Produce a word-for-word copy of the data that follows, excluding images.

**RECORDED INFORMATION:**
►
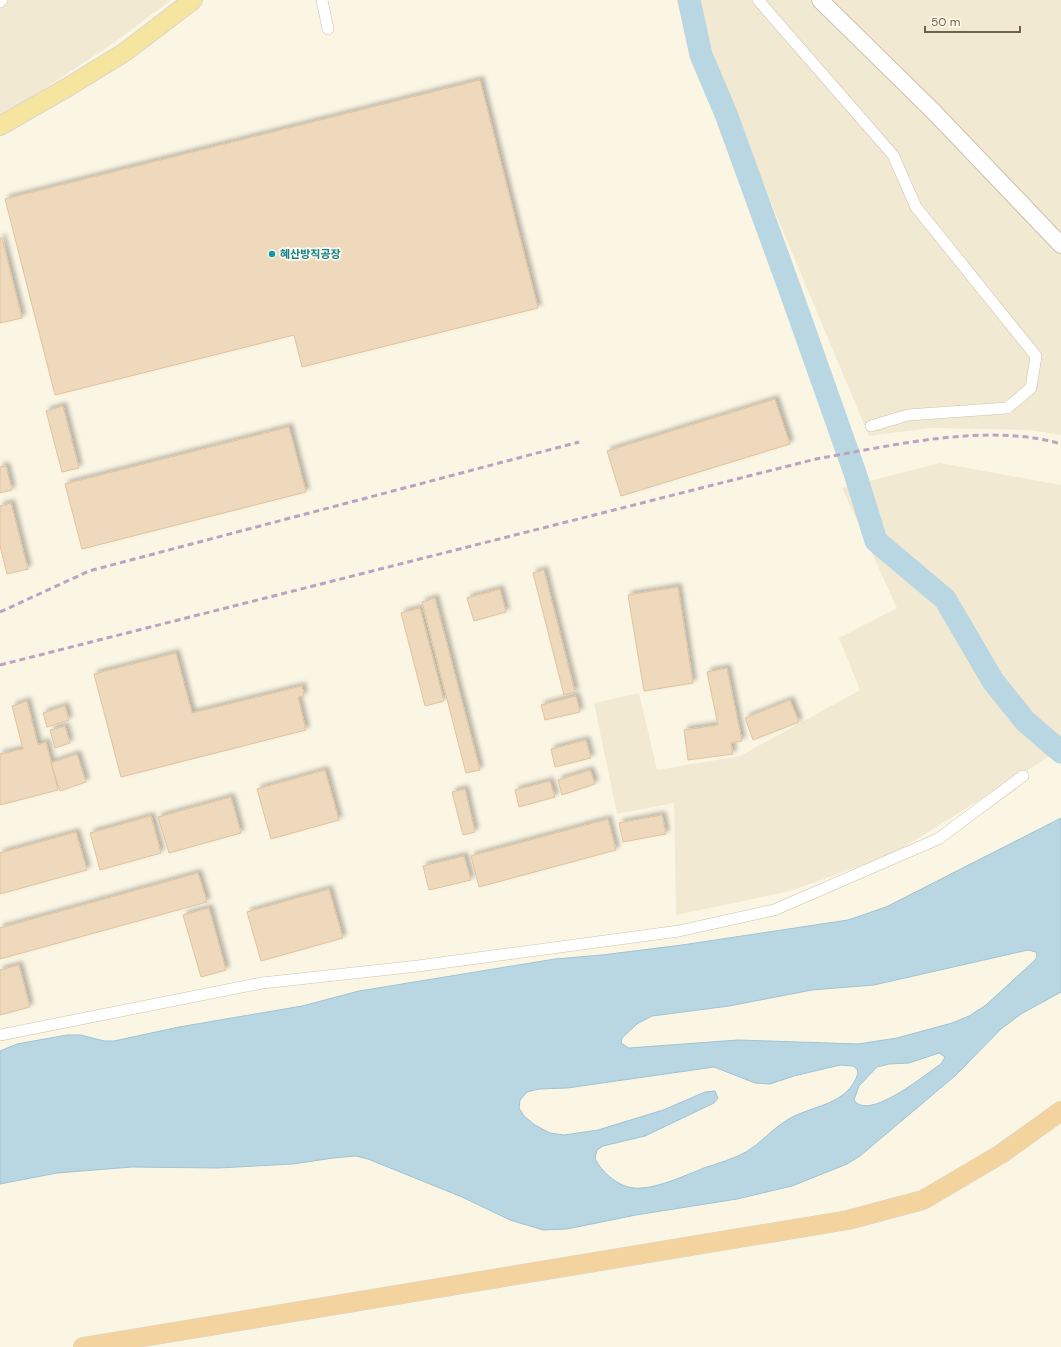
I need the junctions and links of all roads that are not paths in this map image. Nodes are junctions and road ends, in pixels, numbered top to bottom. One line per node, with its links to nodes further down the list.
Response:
1 (193, 0): 7 (main road)
2 (322, 0): 6 (street)
3 (758, 0): 9 (street)
4 (820, 0): 5 (main road)
5 (833, 6): 8 (main road)
6 (328, 29)
7 (0, 126)
8 (1061, 245)
9 (871, 426)
10 (1023, 776): 11 (street)
11 (0, 1034)
12 (1061, 1111): 13 (highway)
13 (83, 1347)

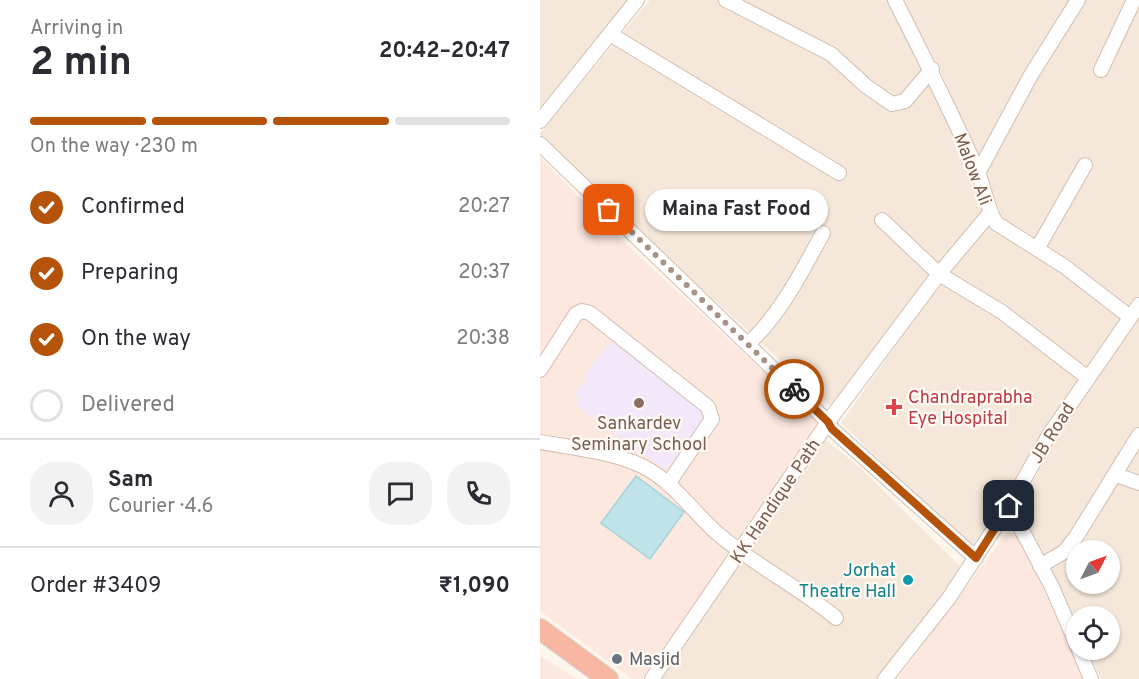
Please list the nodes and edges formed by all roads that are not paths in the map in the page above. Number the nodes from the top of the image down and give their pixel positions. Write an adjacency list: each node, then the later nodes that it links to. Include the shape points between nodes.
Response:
◄
**TASK RESPONSE:**
I need the junctions and links of all roads that are not paths in this map image. Nodes are junctions and road ends, in pixels, numbered top to bottom. One line per node, with its links to nodes further down the list.
Response:
1 (193, 0): 7 (main road)
2 (322, 0): 6 (street)
3 (758, 0): 9 (street)
4 (820, 0): 5 (main road)
5 (833, 6): 8 (main road)
6 (328, 29)
7 (0, 126)
8 (1061, 245)
9 (871, 426)
10 (1023, 776): 11 (street)
11 (0, 1034)
12 (1061, 1111): 13 (highway)
13 (83, 1347)

Please list the nodes and edges formed by all roads that are not paths in the map in the page above. Number the nodes from the top of the image down and give their pixel positions. Write an adjacency list: each node, then the later nodes that it links to. Include the shape points between nodes.
Response:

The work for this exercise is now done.